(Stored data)
┌──
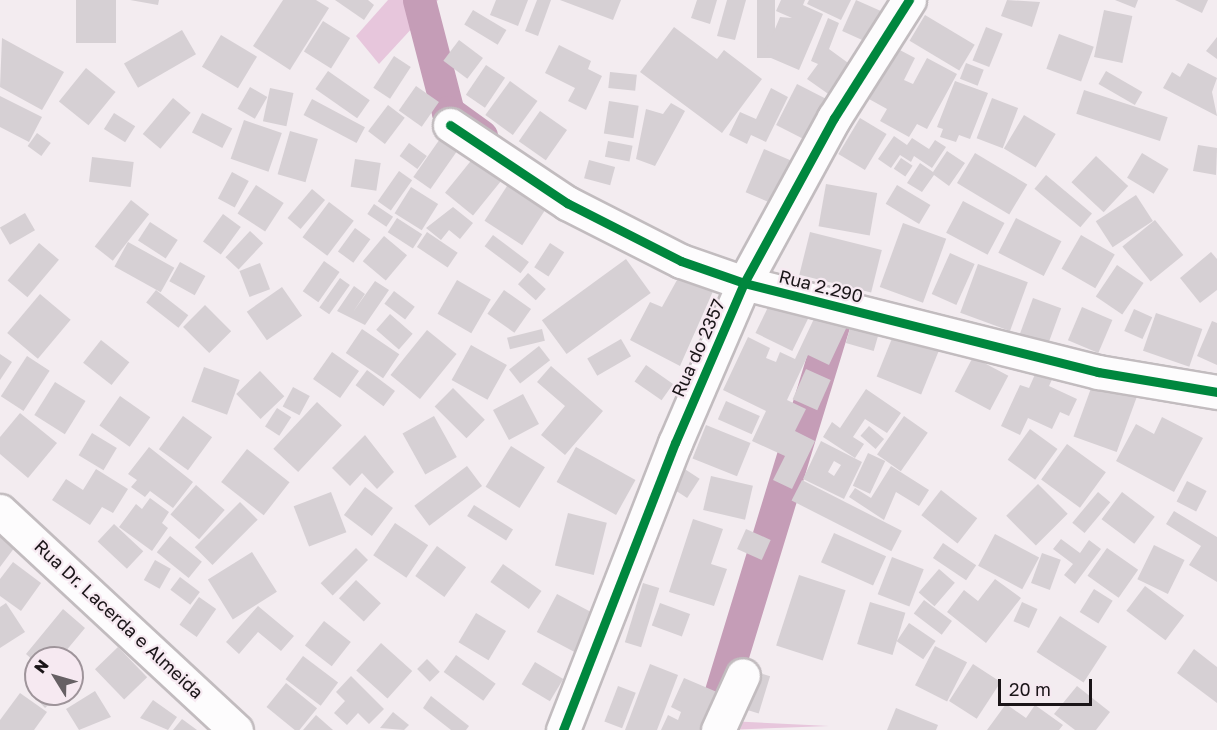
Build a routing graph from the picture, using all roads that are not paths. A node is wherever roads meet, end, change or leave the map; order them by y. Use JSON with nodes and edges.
{"nodes":[{"id":1,"x":909,"y":0,"type":"edge"},
{"id":2,"x":450,"y":125,"type":"dead end"},
{"id":3,"x":744,"y":284,"type":"junction"},
{"id":4,"x":1217,"y":392,"type":"edge"},
{"id":5,"x":0,"y":511,"type":"edge"},
{"id":6,"x":743,"y":675,"type":"dead end"},
{"id":7,"x":236,"y":730,"type":"edge"},
{"id":8,"x":563,"y":730,"type":"edge"},
{"id":9,"x":718,"y":730,"type":"edge"}],
"edges":[{"from":1,"to":3,"type":"street","name":"Rua do 2357"},
{"from":2,"to":3,"type":"street","name":"Rua 2.290"},
{"from":3,"to":4,"type":"street","name":"Rua 2.290"},
{"from":3,"to":8,"type":"street","name":"Rua do 2357"},
{"from":5,"to":7,"type":"street","name":"Rua Dr. Lacerda e Almeida"},
{"from":6,"to":9,"type":"street"}]}
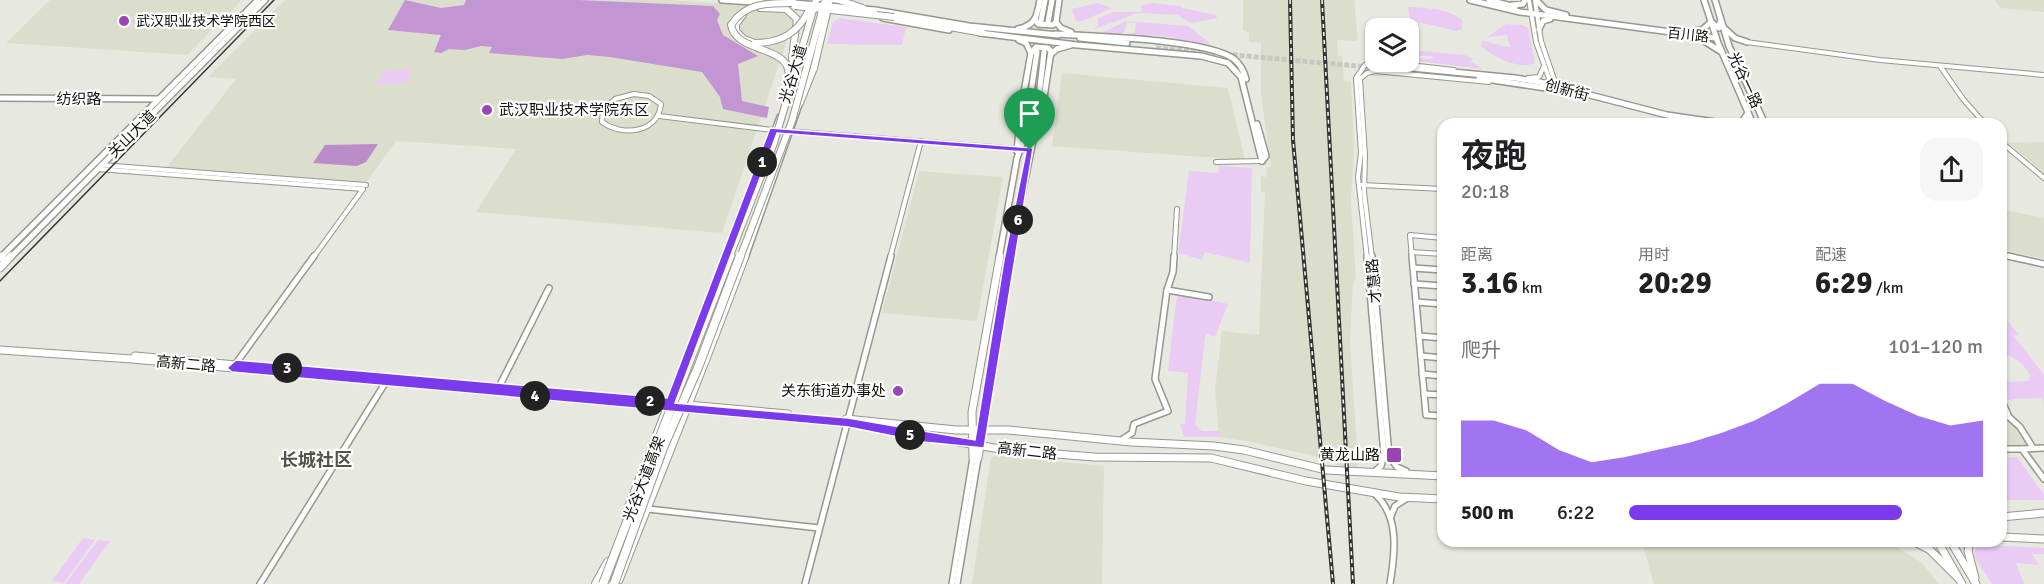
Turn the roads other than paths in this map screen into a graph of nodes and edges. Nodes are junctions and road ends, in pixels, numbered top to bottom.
1 (258, 0) edge
2 (265, 0) edge
3 (722, 0) edge
4 (756, 0) edge
5 (839, 0) edge
6 (1040, 0) edge
7 (1045, 0) edge
8 (1052, 0) edge
9 (1059, 0) edge
10 (1470, 0) edge
11 (1489, 0) edge
12 (1527, 0) edge
13 (1536, 0) edge
14 (1704, 0) edge
15 (1715, 0) edge
16 (814, 1) edge
17 (827, 2) edge
18 (794, 3) junction
19 (848, 3) junction
20 (1505, 4) junction
21 (760, 8) junction
22 (843, 10) junction
23 (874, 10) junction
24 (1534, 13) junction
25 (1566, 16) junction
26 (1039, 21) junction
27 (1048, 22) tunnel mouth
28 (1056, 22) junction
29 (1591, 22) junction
30 (1711, 22) junction
31 (1721, 24) junction
32 (988, 28) junction
33 (1539, 29) junction
34 (1013, 30) junction
35 (983, 33) junction
36 (1055, 34) junction
37 (1684, 34) junction
38 (1087, 35) junction
39 (1007, 36) junction
40 (1716, 38) junction
41 (1727, 39) junction
42 (1054, 41) junction
43 (1748, 42) junction
44 (1077, 45) junction
45 (1197, 45) junction
46 (1034, 52) junction
47 (1048, 54) junction
48 (1722, 54) junction
49 (1194, 55) junction
50 (1734, 56) junction
51 (1365, 65) edge
52 (1543, 65) junction
53 (1940, 66) junction
54 (1419, 69) edge
55 (1419, 71) edge
56 (1369, 72) edge
57 (795, 73) junction
58 (2044, 75) edge
59 (1515, 78) junction
60 (1555, 89) junction
61 (0, 98) edge
62 (158, 99) junction
63 (800, 103) junction
64 (784, 110) junction
65 (1748, 113) junction
66 (659, 116) junction
67 (1669, 118) edge
68 (1688, 118) edge
69 (1745, 118) edge
70 (1750, 118) edge
71 (1762, 118) edge
72 (1980, 118) edge
73 (773, 130) junction
74 (791, 132) junction
75 (921, 141) junction
76 (2007, 147) edge
77 (1019, 149) junction
78 (1030, 150) junction
79 (1262, 161) junction
80 (1216, 162) dead end
81 (99, 167) junction
82 (2044, 178) edge
83 (1361, 186) junction
84 (1437, 190) edge
85 (1177, 209) dead end
86 (1437, 237) edge
87 (1412, 252) junction
88 (1437, 254) edge
89 (2007, 256) edge
90 (0, 258) edge
91 (2044, 264) edge
92 (0, 268) edge
93 (1413, 268) junction
94 (1437, 270) edge
95 (1414, 284) junction
96 (1437, 286) edge
97 (549, 288) dead end
98 (1167, 290) junction
99 (1209, 297) dead end
100 (1416, 302) junction
101 (1437, 304) edge
102 (1419, 336) junction
103 (1437, 338) edge
104 (0, 348) edge
105 (1421, 356) junction
106 (1437, 357) edge
107 (234, 366) junction
108 (1422, 374) junction
109 (1437, 375) edge
110 (387, 380) junction
111 (499, 387) junction
112 (1424, 394) junction
113 (1437, 395) edge
114 (669, 405) junction
115 (650, 406) junction
116 (686, 408) junction
117 (2007, 408) edge
118 (1437, 416) edge
119 (2009, 417) joint
120 (849, 421) junction
121 (658, 429) junction
122 (972, 430) junction
123 (982, 430) junction
124 (1119, 441) junction
125 (976, 445) junction
126 (2033, 448) junction
127 (2044, 448) edge
128 (2007, 449) edge
129 (2022, 449) junction
130 (975, 458) junction
131 (2042, 473) edge
132 (1359, 474) junction
133 (1432, 476) junction
134 (1437, 476) edge
135 (2044, 478) edge
136 (1367, 490) junction
137 (1416, 497) junction
138 (1437, 499) edge
139 (648, 508) junction
140 (2044, 513) edge
141 (1391, 516) junction
142 (2007, 517) edge
143 (819, 528) junction
144 (2007, 537) edge
145 (2044, 539) edge
146 (1924, 547) edge
147 (1941, 547) edge
148 (1954, 547) edge
149 (1969, 547) edge
150 (608, 562) joint
151 (1960, 581) edge
152 (260, 584) edge
153 (600, 584) edge
154 (616, 584) edge
155 (805, 584) edge
156 (952, 584) edge
157 (957, 584) edge
158 (1390, 584) edge
159 (1976, 584) edge

1 - 62 main road, 关山大道
2 - 81 main road, 关山大道
3 - 16 main road
4 - 18 main road, bridge
5 - 23 highway, bridge
6 - 26 main road
7 - 26 main road
8 - 27 main road
9 - 28 main road
10 - 24 main road, 百川路
11 - 20 main road, 百川路
12 - 20 main road
12 - 24 street
13 - 24 street
13 - 25 main road
14 - 30 main road, 光谷一路
15 - 31 main road, 光谷一路
16 - 17 main road
16 - 21 highway, bridge
16 - 57 main road, 光谷大道
16 - 64 highway, 光谷大道高架, bridge
17 - 19 main road
17 - 22 main road
17 - 63 main road, 光谷大道
17 - 63 highway, bridge
17 - 154 highway, 光谷大道高架, bridge
18 - 23 main road, bridge
18 - 64 highway, bridge
19 - 22 street
19 - 32 main road
20 - 24 main road, 百川路
21 - 35 highway, bridge
21 - 57 highway, bridge
22 - 35 main road
23 - 32 main road, bridge
24 - 25 main road, 百川路
24 - 29 main road, 百川路
24 - 33 street
24 - 52 street
25 - 37 main road, 百川路
26 - 28 main road
26 - 34 main road
28 - 38 main road
29 - 33 main road
29 - 37 main road, 百川路
30 - 31 main road
30 - 37 main road
30 - 40 main road, 光谷一路
31 - 41 main road, 光谷一路
31 - 43 main road
32 - 34 main road
33 - 60 street
34 - 36 main road
35 - 39 main road
36 - 38 main road
36 - 42 main road
37 - 40 main road, 百川路
37 - 48 main road
38 - 45 main road
39 - 42 main road
39 - 46 main road
40 - 41 street
40 - 48 main road, 光谷一路
41 - 43 street
41 - 50 main road, 光谷一路
42 - 44 main road
43 - 50 main road
43 - 53 street
44 - 47 main road
44 - 49 main road
45 - 49 main road
45 - 79 main road
46 - 47 main road
46 - 77 main road
47 - 78 main road
48 - 50 main road
48 - 65 main road, 光谷一路
49 - 79 main road
50 - 71 main road, 光谷一路
51 - 83 street, 才慧路
52 - 59 street
52 - 60 street
53 - 58 street
53 - 72 street
54 - 59 main road, 创新街
55 - 60 main road, 创新街
56 - 83 street, 才慧路
57 - 73 main road, 光谷大道
59 - 60 main road, 创新街
60 - 67 main road, 创新街
60 - 68 main road, 创新街
61 - 62 main road, 纺织路
62 - 90 main road, 关山大道
63 - 74 main road, 光谷大道
64 - 153 highway, 光谷大道高架, bridge
65 - 69 main road, 创新街
65 - 70 main road, 光谷一路
66 - 66 street
66 - 73 street
73 - 74 street
73 - 114 main road, 光谷大道
74 - 75 street
74 - 116 main road, 光谷大道
75 - 77 street
75 - 120 street
76 - 82 street
77 - 78 street
77 - 122 main road
78 - 123 main road
79 - 80 street
81 - 92 main road, 关山大道
81 - 107 street
83 - 84 street
83 - 132 street, 才慧路
83 - 133 street, 才慧路
85 - 98 street
86 - 87 street
87 - 88 street
87 - 93 street
89 - 91 street
93 - 94 street
93 - 95 street
95 - 96 street
95 - 100 street
97 - 111 street
98 - 99 street
98 - 124 street
100 - 101 street
100 - 102 street
102 - 103 street
102 - 105 street
104 - 107 main road, 高新二路
105 - 106 street
105 - 108 street
107 - 110 main road, 高新二路
108 - 109 street
108 - 112 street
110 - 111 main road, 高新二路
110 - 115 main road, 高新二路
110 - 152 street
111 - 114 main road, 高新二路
112 - 113 street
112 - 118 street
114 - 115 main road, 高新二路
114 - 116 main road, 高新二路
114 - 121 main road, 光谷大道
115 - 121 main road
116 - 120 main road, 高新二路
116 - 139 main road, 光谷大道
117 - 119 street
119 - 126 street
120 - 122 main road, 高新二路
120 - 125 main road, 高新二路
120 - 143 street
121 - 150 main road, 光谷大道
122 - 123 main road, 高新二路
122 - 125 main road
123 - 124 main road, 高新二路
123 - 125 main road
124 - 132 main road, 高新二路
125 - 130 main road
125 - 136 main road, 高新二路
126 - 127 street
126 - 129 street
128 - 129 street
129 - 131 street
130 - 156 street
130 - 157 street
131 - 135 street
132 - 133 main road, 高新二路
133 - 134 main road, 高新二路
136 - 137 main road, 高新二路
136 - 141 street
137 - 138 main road, 高新二路
137 - 141 street
139 - 143 street
139 - 154 main road, 光谷大道
140 - 142 main road
141 - 158 street
143 - 155 street
144 - 145 main road
146 - 151 main road
147 - 151 main road
148 - 159 main road
149 - 159 main road
150 - 153 highway

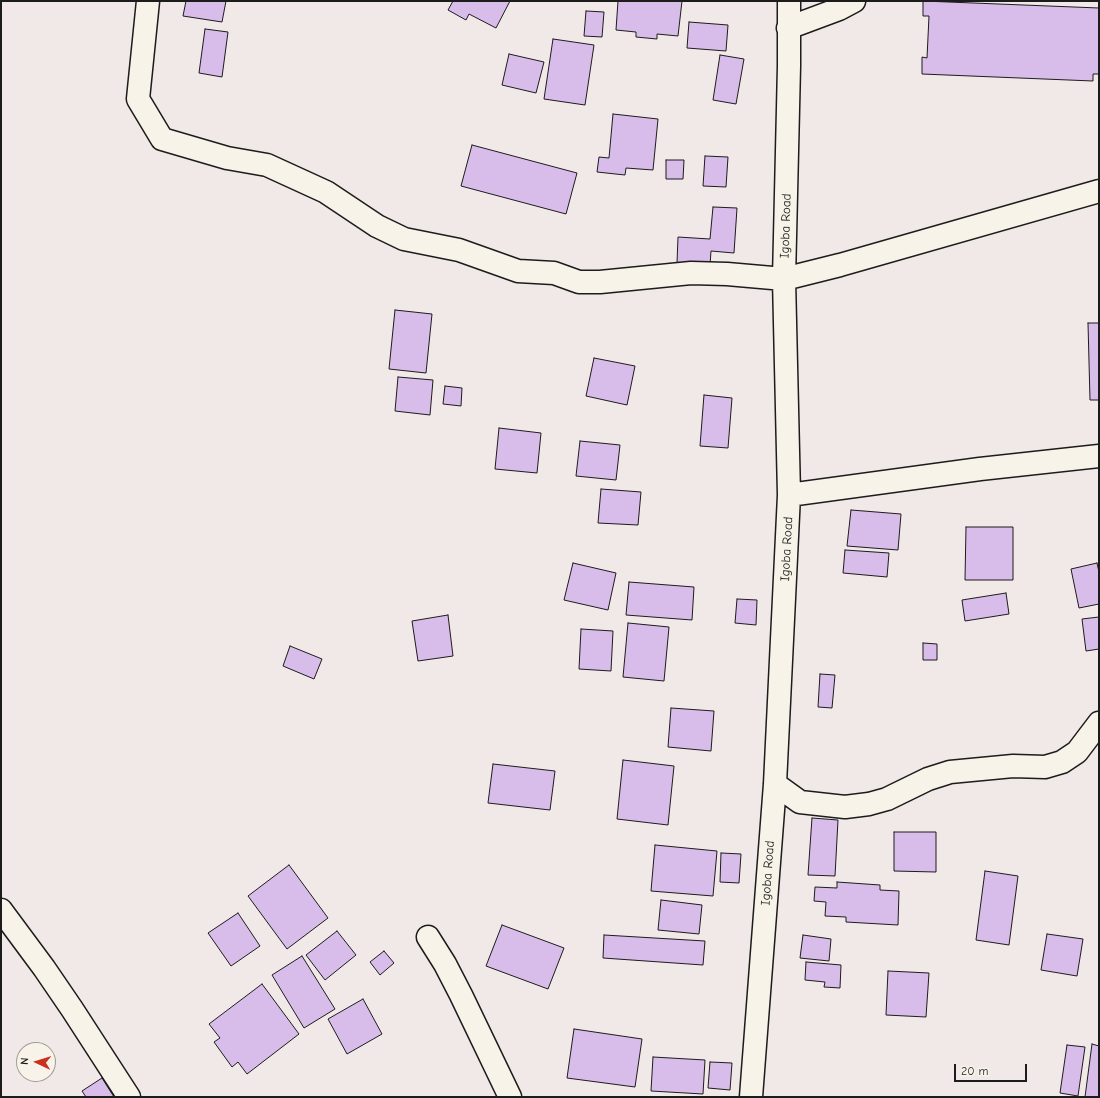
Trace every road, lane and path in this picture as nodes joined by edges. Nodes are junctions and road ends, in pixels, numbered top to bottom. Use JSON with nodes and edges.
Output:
{"nodes":[{"id":1,"x":148,"y":1,"type":"edge"},
{"id":2,"x":788,"y":1,"type":"edge"},
{"id":3,"x":854,"y":1,"type":"edge"},
{"id":4,"x":788,"y":28,"type":"junction"},
{"id":5,"x":1099,"y":191,"type":"edge"},
{"id":6,"x":784,"y":279,"type":"junction"},
{"id":7,"x":1099,"y":456,"type":"edge"},
{"id":8,"x":790,"y":495,"type":"junction"},
{"id":9,"x":1099,"y":723,"type":"edge"},
{"id":10,"x":775,"y":784,"type":"junction"},
{"id":11,"x":1,"y":910,"type":"edge"},
{"id":12,"x":428,"y":937,"type":"dead end"},
{"id":13,"x":129,"y":1097,"type":"edge"},
{"id":14,"x":510,"y":1097,"type":"edge"},
{"id":15,"x":751,"y":1097,"type":"edge"}],
"edges":[{"from":1,"to":6,"type":"street"},
{"from":2,"to":4,"type":"street","name":"Igoba Road"},
{"from":3,"to":4,"type":"street"},
{"from":4,"to":6,"type":"street","name":"Igoba Road"},
{"from":5,"to":6,"type":"street"},
{"from":6,"to":8,"type":"street","name":"Igoba Road"},
{"from":7,"to":8,"type":"street"},
{"from":8,"to":10,"type":"street","name":"Igoba Road"},
{"from":9,"to":10,"type":"street"},
{"from":10,"to":15,"type":"street","name":"Igoba Road"},
{"from":11,"to":13,"type":"street"},
{"from":12,"to":14,"type":"street"}]}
└──
**TASK DETAILS**
Spot every line in the entries that includes the word "Igoba", and copy each one out.

**FINAL ANSWER**
{"from":2,"to":4,"type":"street","name":"Igoba Road"},
{"from":4,"to":6,"type":"street","name":"Igoba Road"},
{"from":6,"to":8,"type":"street","name":"Igoba Road"},
{"from":8,"to":10,"type":"street","name":"Igoba Road"},
{"from":10,"to":15,"type":"street","name":"Igoba Road"},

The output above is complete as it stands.